As South Korea’s financial regulators prepare to tighten KOSDAQ delisting requirements next month, biotech companies listed through the technology-special listing program are facing growing pressure. Industry observers, however, say the more immediate threat is not delisting but running out of cash. Developing innovative medicines typically requires tens to hundreds of millions of dollars, and a weaker investment environment has made fundraising increasingly difficult.
An analysis of 20 major biotech companies listed under the technology-special program found that six companies may struggle to operate for more than one year without securing additional financing.
Cash-equivalent assets were calculated by combining cash and cash equivalents, short-term financial instruments and bank deposits, excluding restricted assets. Estimated cash runway was calculated by dividing available cash-equivalent assets by operating cash outflows over the previous 12 months.
The analysis showed that Qurient had the shortest estimated cash runway at 0.33 years. Other companies with less than one year of runway included TiumBio (0.48 years), Curocell (0.54 years), Voronoi (0.74 years), GI Innovation (0.77 years) and Pharos iBio (0.93 years).
Including D&D Pharmatech (1.16 years) and Shaperon (1.47 years), eight companies—representing 40% of those analyzed—had less than two years of estimated cash runway based solely on current cash reserves.
By contrast, companies that have successfully licensed technologies to global pharmaceutical partners generally maintained stronger balance sheets. Alteogen reported approximately $325 million in cash-equivalent assets and an estimated runway of 3.61 years, while LigaChem Biosciences held about $310 million and ABL Bio approximately $136 million.
Other companies with relatively strong cash positions included Orum Therapeutics with roughly $82 million in cash-equivalent assets, OliX Pharmaceuticals with about $72 million and AprilBio with approximately $61 million.

Technology Licensing Creates a Financial Divide
The gap in financial strength between companies with and without licensing deals has become increasingly apparent. Alteogen, LigaChem Biosciences and ABL Bio have all secured licensing agreements with global pharmaceutical companies, allowing them to build substantial cash reserves through upfront payments and milestone revenue.
Many smaller biotech firms, meanwhile, continue to rely heavily on secondary stock offerings and convertible bond issuances for funding. Industry participants say that when investor sentiment weakens or clinical trials disappoint, access to capital can quickly become constrained, making technology-licensing success a critical determinant of financial stability.
The recent case of Bridge Biotherapeutics illustrates the challenges facing the sector. Following a series of clinical setbacks and financing difficulties, the company recently announced plans to enter the Bitcoin treasury business after a change in controlling shareholders. The move drew attention because the company had originally been established as a drug-development-focused biotech venture.
Investors view such developments as evidence of broader pressures across the biotechnology financing ecosystem. Companies with promising technologies but limited commercial revenue are finding it increasingly difficult to secure capital as funding conditions tighten.
From Ideas to Cash: Investment Priorities Shift
Market participants generally regard deteriorating financing conditions as a more significant risk than stricter listing requirements. Because biotech companies typically spend far more on research and development than they generate in revenue, disruptions to financing can directly affect clinical development timelines and pipeline progress.

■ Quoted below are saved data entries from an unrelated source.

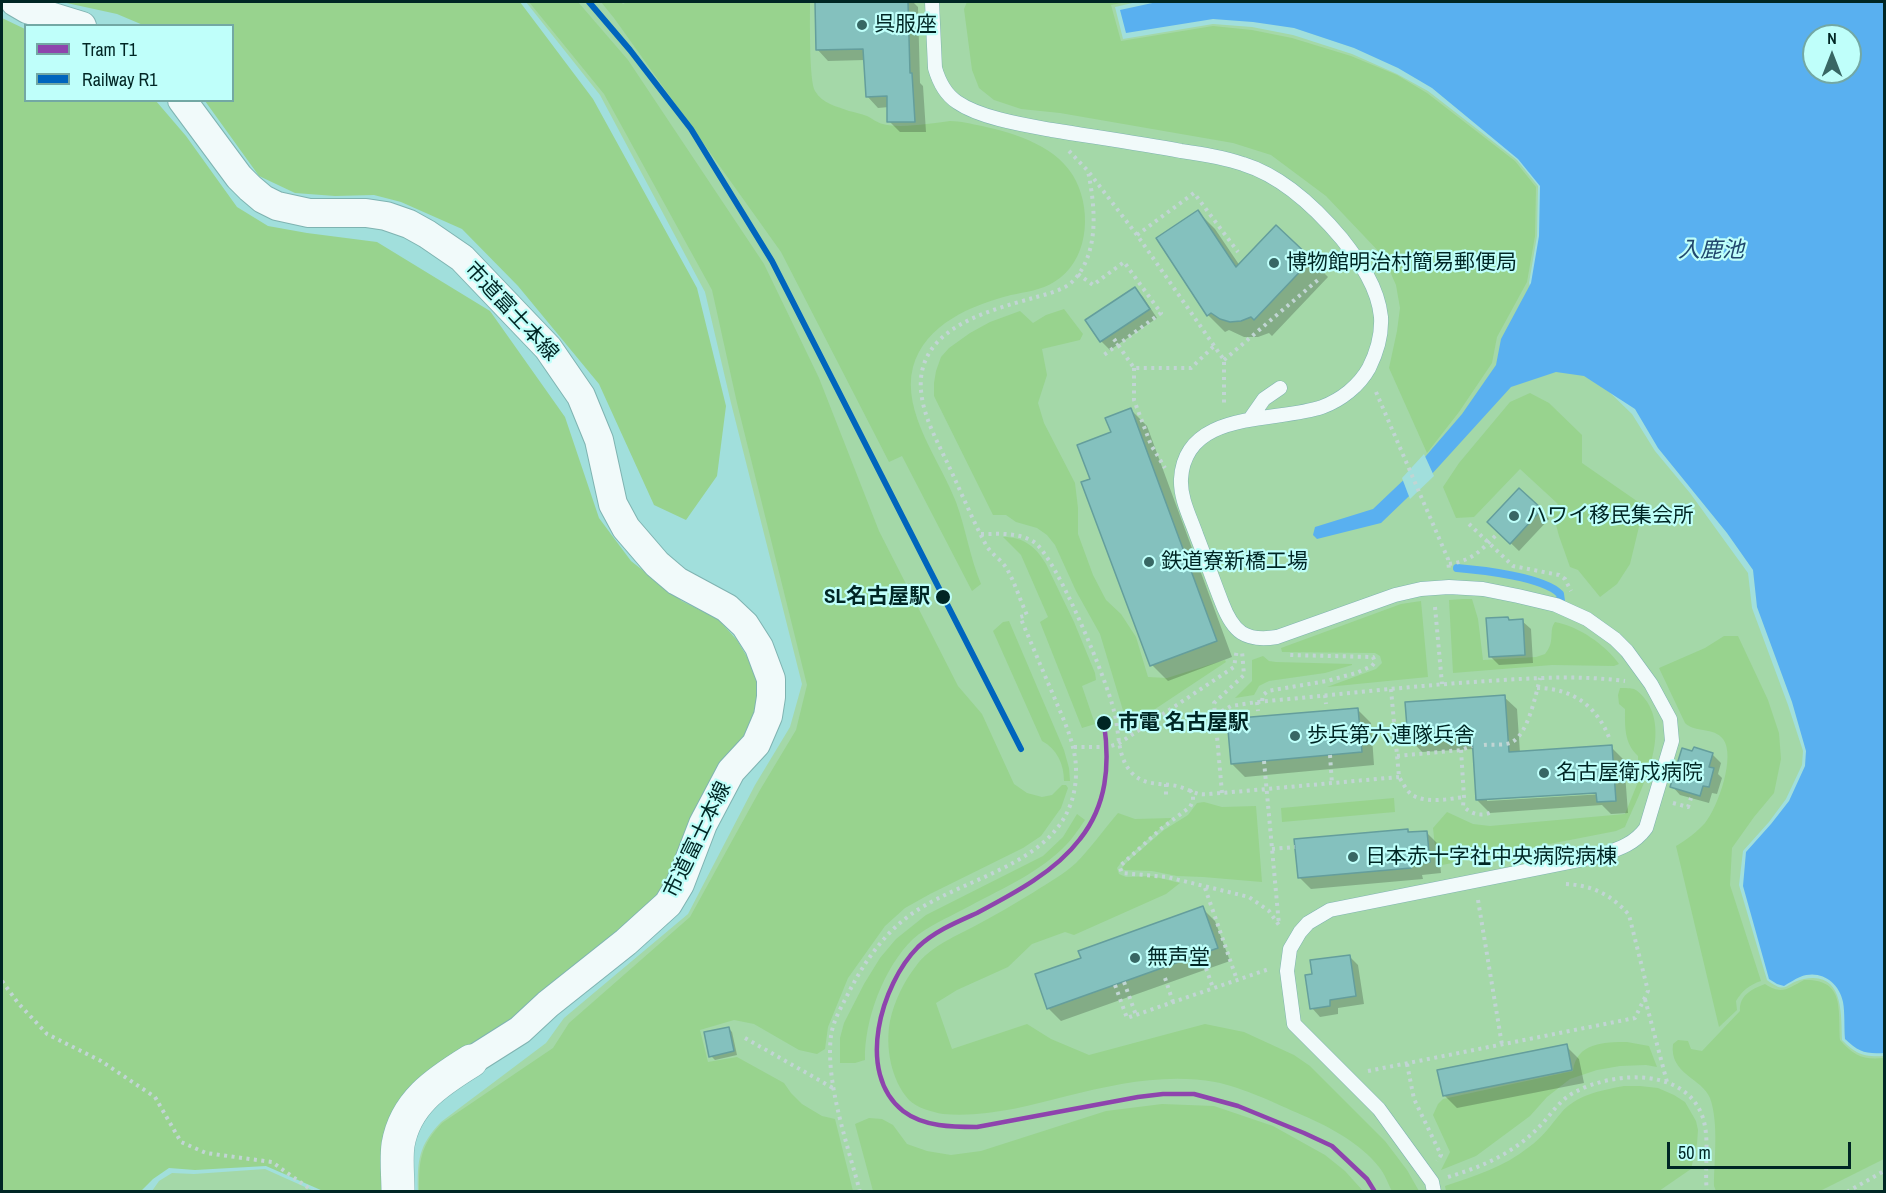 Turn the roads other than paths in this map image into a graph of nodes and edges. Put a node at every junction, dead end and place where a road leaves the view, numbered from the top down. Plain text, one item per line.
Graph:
1 (15, 2) edge
2 (932, 2) edge
3 (76, 24) edge
4 (183, 102) edge
5 (1280, 388) dead end
6 (1250, 419) junction
7 (471, 1061) joint
8 (1433, 1180) edge
9 (398, 1191) edge

1 - 3 street
2 - 6 lane
4 - 7 street, 市道富士本線
5 - 6 lane
6 - 8 lane
7 - 9 street, 市道富士本線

Investment criteria have also evolved significantly. Whereas technological potential and growth prospects were once sufficient to attract capital, investors now place greater emphasis on cash reserves, clinical progress and the likelihood of future licensing agreements.
A venture capital industry source said investment decisions increasingly favor companies that already possess substantial cash resources and have demonstrated meaningful progress in advancing their development pipelines.
Several companies identified as having less than one year of cash runway have recently secured additional financing. Curocell raised approximately $53 million, while Voronoi issued roughly $36 million in convertible bonds. Companies that have yet to demonstrate meaningful clinical results or commercialization potential, however, continue to face increasing fundraising challenges.
Stronger Investment Ecosystem Needed Alongside Delisting Reforms
Industry participants broadly support stricter delisting standards as a way to improve market quality. However, many argue that reforms should be accompanied by measures to strengthen the investment ecosystem supporting technology-special listed companies as they advance through lengthy clinical development programs.
The technology-special listing framework was designed to allow innovative companies with strong technologies but limited profitability to access public capital markets. Critics argue that while the listing pathway exists, long-term financing support for post-listing clinical development remains insufficient.
Potential solutions include expanding investment support for early- and mid-stage biotechnology companies. Although the government has launched biotechnology and vaccine investment funds and late-stage clinical trial funding programs, industry observers say a sustainable ecosystem will require capital support extending beyond Phase 3 trials to include Phase 1 studies and proof-of-concept development.
Some also warn that if stricter delisting standards further weaken investor sentiment at a time when biotech startup formation is already slowing, the broader innovation ecosystem could come under additional strain. Rather than focusing solely on removing underperforming companies, they argue, policymakers should also consider mechanisms that ensure promising biotechnology firms can access capital when it is most needed.